Where a decision is revised under this section, for the purpose of any rule as to the time allowed for bringing an appeal, the decision shall be regarded as made on the date on which it is so revised.

(6)

Except in prescribed circumstances, an appeal against a decision of the Secretary of State shall lapse if the decision is revised under this section before the appeal is determined.

10.— Decisions superseding earlier decisions.

(1)

Subject to subsection (3) below, the following, namely—

(a)

any decision of the Secretary of State under section 8 above or this section, whether as originally made or as revised under section 9 above; ...

(aa) any decision under this Chapter of an appeal tribunal or a Commissioner; and

(b)

any decision under this Chapter of the First-tier Tribunal or any decision of the Upper Tribunal which relates to any such decision may be superseded by a decision made by the Secretary of State, either on an application made for the purpose or on his own initiative.

(2)

In making a decision under subsection (1) above, the Secretary of State need not consider any issue that is not raised by the application or, as the case may be, did not cause him to act on his own initiative.

(3)

Regulations may prescribe the cases and circumstances in which, and the procedure by which, a decision may be made under this section.

(5)

Subject to subsection (6) and section 27 below, a decision under this section shall take effect as from the date on which it is made or, where applicable, the date on which the application was made.

(7)

In this section—

“appeal tribunal” means an appeal tribunal constituted under Chapter 1 of this Part (the functions of which have been transferred to the First-tier Tribunal);

“Commissioner” means a person appointed as a Social Security Commissioner under Schedule 4 (the functions of whom have been transferred to the Upper Tribunal), and includes a tribunal of such persons.

28.

As can be seen, a key difference between revision and supersession is identified by sections 9(3) and 10(5). Subject to exceptions for which provision is made in the regulations (and which do not concern us in this case), a revision decision under section 9 takes effect from the date of the original section 8 decision whereas a supersession decision under section 10 only takes effect from the date the supersession request was made or was decided.

29.

Section 12 makes provision for a right of appeal to the First-tier Tribunal against decisions of the Secretary of State under section 8 and supersession decisions under section 10, but not (directly) against revision decisions under section 9. Rather, section 12 enables the making of regulations restricting the right of appeal in respect of decisions under sections 8 and 10 to circumstances where “the Secretary of State has considered whether to revise the decision under section 9”. The relevant part of section 12 provides as follows:

12.— Appeal to First-tier Tribunal

(1)

This section applies to any decision of the Secretary of State under section 8 or 10 above (whether as originally made or as revised under section 9 above) which—

(a)

is made on a claim for, or on an award of, a relevant benefit, and does not fall within Schedule 2 to this Act; or

(b)

is made otherwise than on such a claim or award, and falls within Schedule 3 to this Act; ...

(2)

In the case of a decision to which this section applies, the claimant and such other person as may be prescribed shall have a right to appeal to the First-tier Tribunal, but nothing in this subsection shall confer a right of appeal—

(a)

in relation to a prescribed decision, or a prescribed determination embodied in or necessary to a decision, or

(b)

where regulations under subsection (3A) so provide.

(3)

Regulations under subsection (2) above shall not prescribe any decision or determination that relates to the conditions of entitlement to a relevant benefit for which a claim has been validly made or for which no claim is required.

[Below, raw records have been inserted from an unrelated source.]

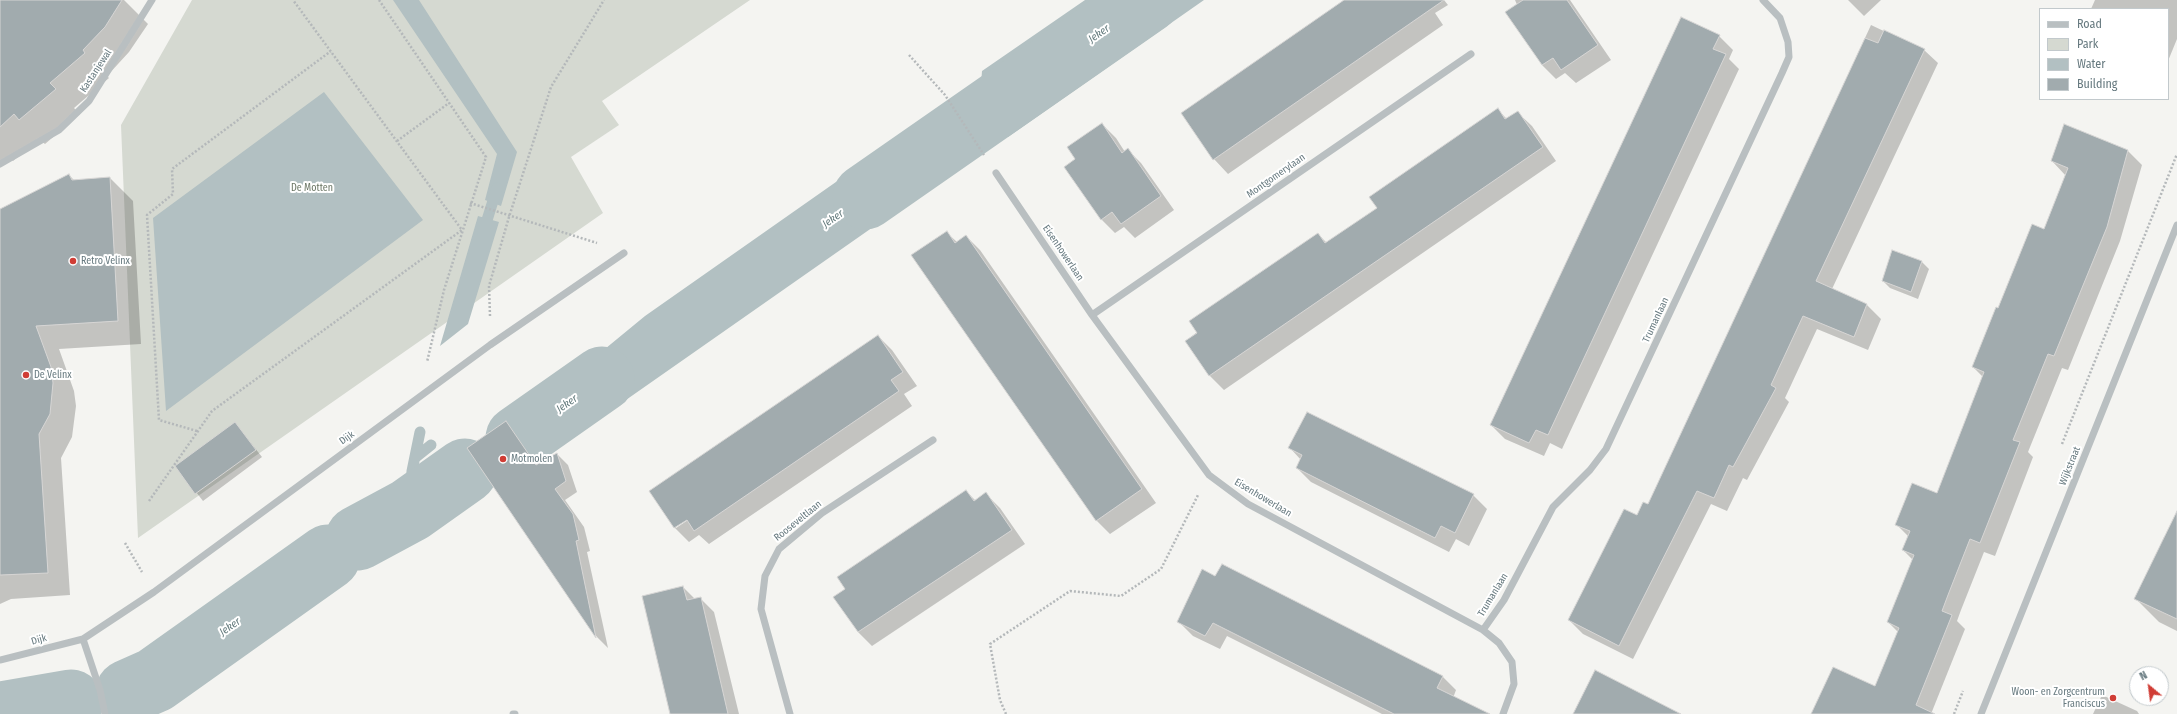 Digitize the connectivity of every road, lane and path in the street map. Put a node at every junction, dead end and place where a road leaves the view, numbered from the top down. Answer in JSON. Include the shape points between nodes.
{"nodes":[{"id":1,"x":152,"y":0,"type":"edge"},
{"id":2,"x":293,"y":0,"type":"edge"},
{"id":3,"x":379,"y":0,"type":"edge"},
{"id":4,"x":604,"y":0,"type":"edge"},
{"id":5,"x":1764,"y":0,"type":"edge"},
{"id":6,"x":331,"y":51,"type":"junction"},
{"id":7,"x":1471,"y":54,"type":"dead end"},
{"id":8,"x":909,"y":55,"type":"dead end"},
{"id":9,"x":449,"y":103,"type":"junction"},
{"id":10,"x":397,"y":141,"type":"junction"},
{"id":11,"x":2177,"y":154,"type":"edge"},
{"id":12,"x":0,"y":164,"type":"edge"},
{"id":13,"x":996,"y":174,"type":"joint"},
{"id":14,"x":470,"y":203,"type":"junction"},
{"id":15,"x":509,"y":217,"type":"junction"},
{"id":16,"x":2177,"y":225,"type":"edge"},
{"id":17,"x":462,"y":230,"type":"junction"},
{"id":18,"x":624,"y":254,"type":"joint"},
{"id":19,"x":1092,"y":315,"type":"junction"},
{"id":20,"x":490,"y":345,"type":"junction"},
{"id":21,"x":418,"y":399,"type":"junction"},
{"id":22,"x":197,"y":432,"type":"junction"},
{"id":23,"x":933,"y":440,"type":"dead end"},
{"id":24,"x":2060,"y":450,"type":"dead end"},
{"id":25,"x":1209,"y":476,"type":"junction"},
{"id":26,"x":149,"y":501,"type":"dead end"},
{"id":27,"x":125,"y":543,"type":"dead end"},
{"id":28,"x":154,"y":592,"type":"junction"},
{"id":29,"x":1483,"y":630,"type":"junction"},
{"id":30,"x":83,"y":639,"type":"junction"},
{"id":31,"x":0,"y":660,"type":"edge"},
{"id":32,"x":1966,"y":686,"type":"dead end"},
{"id":33,"x":106,"y":714,"type":"edge"},
{"id":34,"x":790,"y":714,"type":"edge"},
{"id":35,"x":1006,"y":714,"type":"edge"},
{"id":36,"x":1503,"y":714,"type":"edge"},
{"id":37,"x":1954,"y":714,"type":"edge"},
{"id":38,"x":1981,"y":714,"type":"edge"}],
"edges":[{"from":1,"to":12,"type":"street","name":"Kastanjewal","via":[[89,101],[59,130]]},
{"from":2,"to":6,"type":"path"},
{"from":3,"to":9,"type":"path"},
{"from":4,"to":15,"type":"path","via":[[551,86]]},
{"from":5,"to":29,"type":"street","name":"Trumanlaan","via":[[1780,18],[1788,42],[1789,57],[1782,73],[1606,449],[1590,470],[1553,507],[1504,600]]},
{"from":6,"to":10,"type":"path"},
{"from":6,"to":22,"type":"path","via":[[172,169],[173,194],[146,215],[159,420]]},
{"from":7,"to":19,"type":"street","name":"Montgomerylaan"},
{"from":8,"to":13,"type":"path","via":[[945,95]]},
{"from":9,"to":10,"type":"path"},
{"from":9,"to":14,"type":"path","via":[[486,156]]},
{"from":10,"to":17,"type":"path"},
{"from":11,"to":24,"type":"path"},
{"from":13,"to":19,"type":"street","name":"Eisenhowerlaan"},
{"from":14,"to":15,"type":"path"},
{"from":14,"to":17,"type":"path"},
{"from":15,"to":18,"type":"path","via":[[576,236]]},
{"from":15,"to":20,"type":"path","via":[[489,286]]},
{"from":16,"to":38,"type":"street","name":"Wijkstraat"},
{"from":17,"to":21,"type":"path","via":[[444,290]]},
{"from":17,"to":22,"type":"path","via":[[212,410]]},
{"from":18,"to":20,"type":"street","name":"Dijk"},
{"from":19,"to":25,"type":"street","name":"Eisenhowerlaan"},
{"from":20,"to":21,"type":"street","name":"Dijk"},
{"from":21,"to":28,"type":"street","name":"Dijk"},
{"from":22,"to":26,"type":"path"},
{"from":23,"to":34,"type":"street","name":"Rooseveltlaan","via":[[822,513],[779,550],[765,576],[761,609]]},
{"from":25,"to":29,"type":"street","name":"Eisenhowerlaan","via":[[1248,504]]},
{"from":25,"to":35,"type":"path","via":[[1161,569],[1121,596],[1070,591],[990,644],[1000,700]]},
{"from":27,"to":28,"type":"path"},
{"from":28,"to":30,"type":"street","name":"Dijk"},
{"from":29,"to":36,"type":"street","name":"Eisenhowerlaan","via":[[1499,643],[1512,662],[1514,684]]},
{"from":30,"to":31,"type":"street","name":"Dijk"},
{"from":30,"to":33,"type":"street"},
{"from":32,"to":37,"type":"path"}]}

(3A) Regulations may provide that, in such cases or circumstances as may be prescribed, there is a right of appeal under subsection (2) in relation to a decision only if the Secretary of State has considered whether to revise the decision under section 9.

(3B) The regulations may in particular provide that that condition is met only where—

(a)

the consideration by the Secretary of State was on an application,

(b)

the Secretary of State considered issues of a specified description, or

(c)

the consideration by the Secretary of State satisfied any other condition specified in the regulations.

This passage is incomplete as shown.